There’s been a lot of ink spilled about how packages are evil and npm will bring about the end of days. I’ve responded to these critiques before, but I realized there’s more to say. While I don’t disagree that large dependencies cause issues ranging from security holes to serious single points of failure, I think it’s important that we recognize why packages are so popular and helpful. Any purported solution will need to satisfy these constraints and not just condescendingly claim that these benefits don’t matter.

Let’s talk about surface area. We can think of projects as planets. When we write code, we need to defend the project/planet from various attacks, whether these are bugs or actual security holes. The more surface area, the more we have to defend.

How does surface area increase? It increases with amount of code. The more code, the more potential bugs. I’ll caution that amount of code isn’t measured in literal lines of code, but more in terms of what your code handles. If you’re writing a server that handles HTTP and Gopher (I have no clue why), then you’ll get HTTP bugs and Gopher bugs.

I specify what your code handles because it’s quite easy to look at a new feature and say “oh but that’s only 20 more lines”. Sure, but those 20 lines might cause 20 bugs or 200 bugs. Not to mention, I can write a naive implemention in 20 lines, that will eventually balloon to 500 lines once I figure out all the edgecases.

Some of you may be ahead of me and are already responding that using a library doesn’t reduce surface area, that it just hides it. And if you were writing libraries for one single person, you’d be right. However, libraries are not written for one person. They’re written for hundreds of people. And when that happens, the surface area gets condensed. If 100 people wrote their own HTTP parsing code, they’d have 100 planets with their surface area open to bugs. Instead by using one library, we have 1/100 of the surface area in one place. And now many of the bugs can be fought off quite easily. We have more users, more stakeholders, and therefore more potential fixers. Linus’s law comes into effect.

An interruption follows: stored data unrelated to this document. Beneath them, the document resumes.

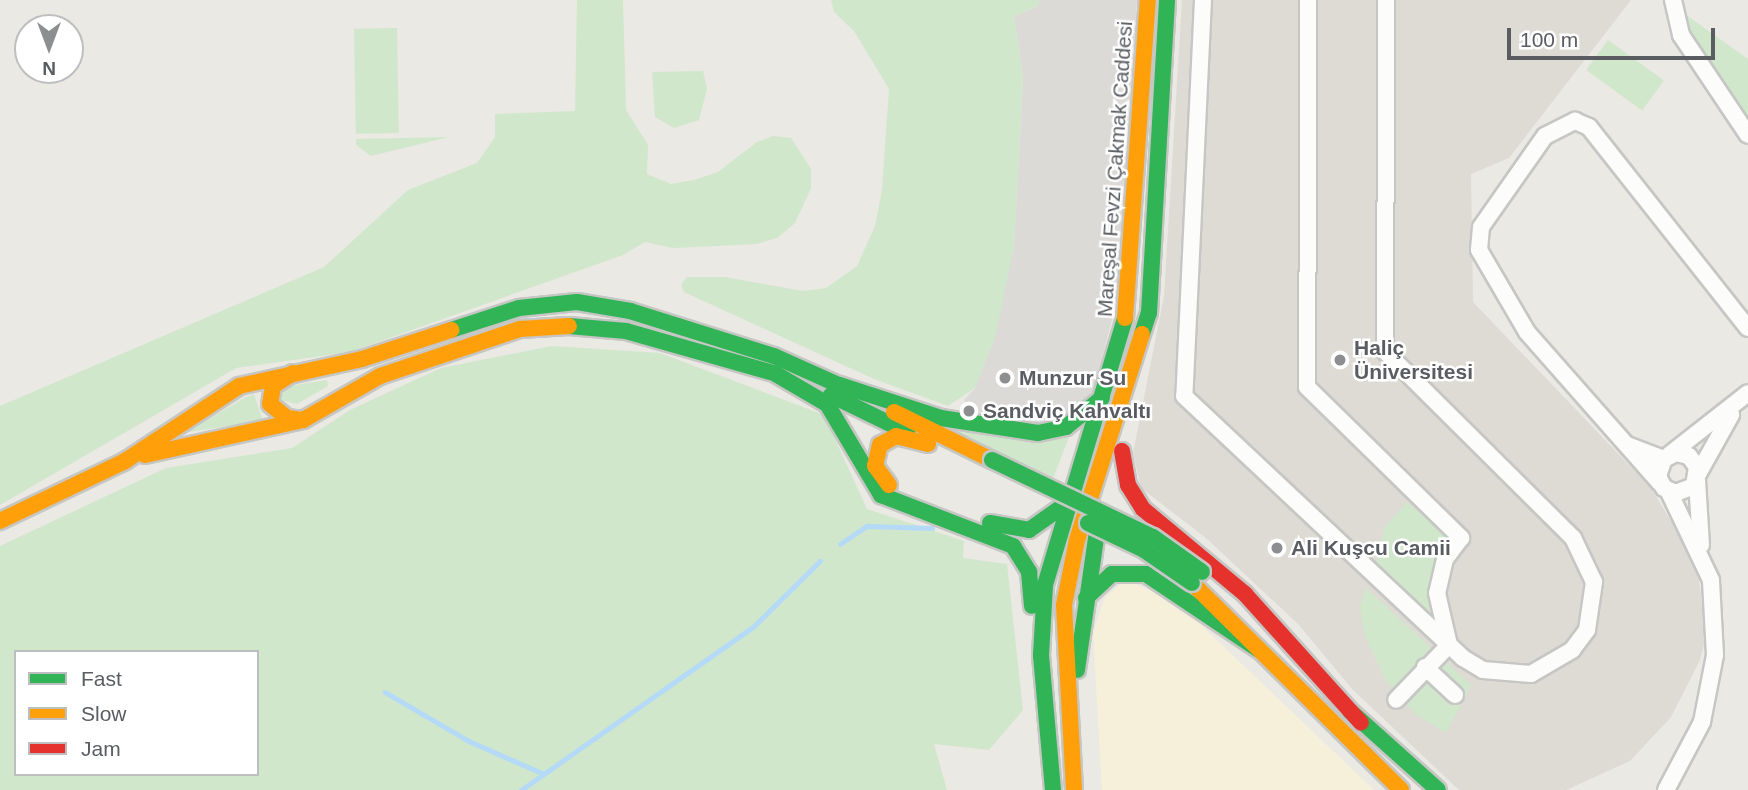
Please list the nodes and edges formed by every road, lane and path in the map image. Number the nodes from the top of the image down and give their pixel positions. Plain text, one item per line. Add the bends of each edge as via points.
1 (1148, 0) edge
2 (1167, 0) edge
3 (1203, 0) edge
4 (1308, 0) edge
5 (1386, 0) edge
6 (1673, 0) edge
7 (1748, 135) edge
8 (616, 308) junction
9 (535, 328) junction
10 (1748, 328) edge
11 (1139, 351) junction
12 (301, 370) junction
13 (774, 373) junction
14 (840, 385) junction
15 (1748, 393) edge
16 (1103, 397) junction
17 (303, 421) junction
18 (1620, 442) junction
19 (928, 444) junction
20 (1122, 451) junction
21 (1667, 457) junction
22 (125, 461) junction
23 (992, 467) junction
24 (1697, 477) junction
25 (1665, 487) junction
26 (1066, 504) junction
27 (0, 520) edge
28 (1702, 554) junction
29 (1197, 578) junction
30 (1086, 598) junction
31 (1449, 645) junction
32 (1259, 650) junction
33 (1041, 655) junction
34 (1425, 667) junction
35 (1455, 695) dead end
36 (1396, 700) dead end
37 (1362, 723) junction
38 (1073, 784) edge
39 (1053, 790) edge
40 (1401, 790) edge
41 (1438, 790) edge
42 (1666, 790) edge

1 - 16 main road, Mareşal Fevzi Çakmak Caddesi via 1130,289
2 - 11 main road, Mareşal Fevzi Çakmak Caddesi via 1151,304
3 - 31 street via 1184,396
4 - 31 street via 1307,387 1461,538 1445,559 1437,593
5 - 31 street via 1385,351 1573,538 1594,582 1587,630 1553,665 1507,675 1483,670
6 - 7 street via 1681,35
8 - 9 main road via 598,318 553,320
8 - 12 main road via 577,302 519,308 362,359
8 - 14 main road via 761,352
9 - 13 main road via 626,331
9 - 17 main road via 500,334 380,376
10 - 18 street via 1590,127 1575,121 1545,135 1482,228 1479,250 1527,332
11 - 20 main road
11 - 38 main road, Mareşal Fevzi Çakmak Caddesi via 1069,567 1062,641
12 - 17 main road via 273,386 269,395 276,412
12 - 22 main road via 226,392
13 - 19 main road via 820,389
13 - 33 main road via 827,404 881,495 1000,539 1018,551 1029,572 1033,635
14 - 16 main road via 941,418 1038,433 1066,427
14 - 23 main road
15 - 21 street
15 - 24 street via 1715,435
16 - 26 main road, Mareşal Fevzi Çakmak Caddesi
17 - 22 main road
18 - 21 street
18 - 25 street
19 - 23 main road
19 - 26 main road via 908,437 887,439 875,459 883,481 1013,530 1041,524
20 - 30 main road via 1099,518
20 - 37 main road via 1128,485 1143,509 1245,594
21 - 24 street via 1689,457
21 - 25 street
22 - 27 main road
23 - 29 main road, bridge
24 - 25 street via 1683,493
24 - 28 street
25 - 28 street
26 - 33 main road, Mareşal Fevzi Çakmak Caddesi via 1045,585
28 - 42 street via 1715,610 1715,655 1702,722
29 - 32 main road
29 - 37 main road
30 - 32 main road via 1112,575 1146,575
30 - 38 main road
31 - 34 street
32 - 40 main road
33 - 39 main road, Mareşal Fevzi Çakmak Caddesi
34 - 35 street
34 - 36 street
37 - 41 main road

What a lot of people miss when they make arguments against packages is that realistically, their code is not going to be better than the package’s code. We all like to imagine that we write bug free, perfect code, but that’s just not based in reality. Sure, in some cases the package code is truly not good and you should roll your own. But in many cases the opposite is true. And do we really want fifty buggy, insecure JSON parsers? I don’t.

This is maybe where some people step in and say “ugh this is what’s wrong with programmers these days. You can totally write safe code, you just need to be careful.” I’m not going to try to convince these people otherwise, because it takes a lot of self confidence to make such a claim and any argument I make will not remove that confidence. If you believe that, good for you and godspeed.

For the rest of us, let’s keep it practical: Use packages, not too many and not too few.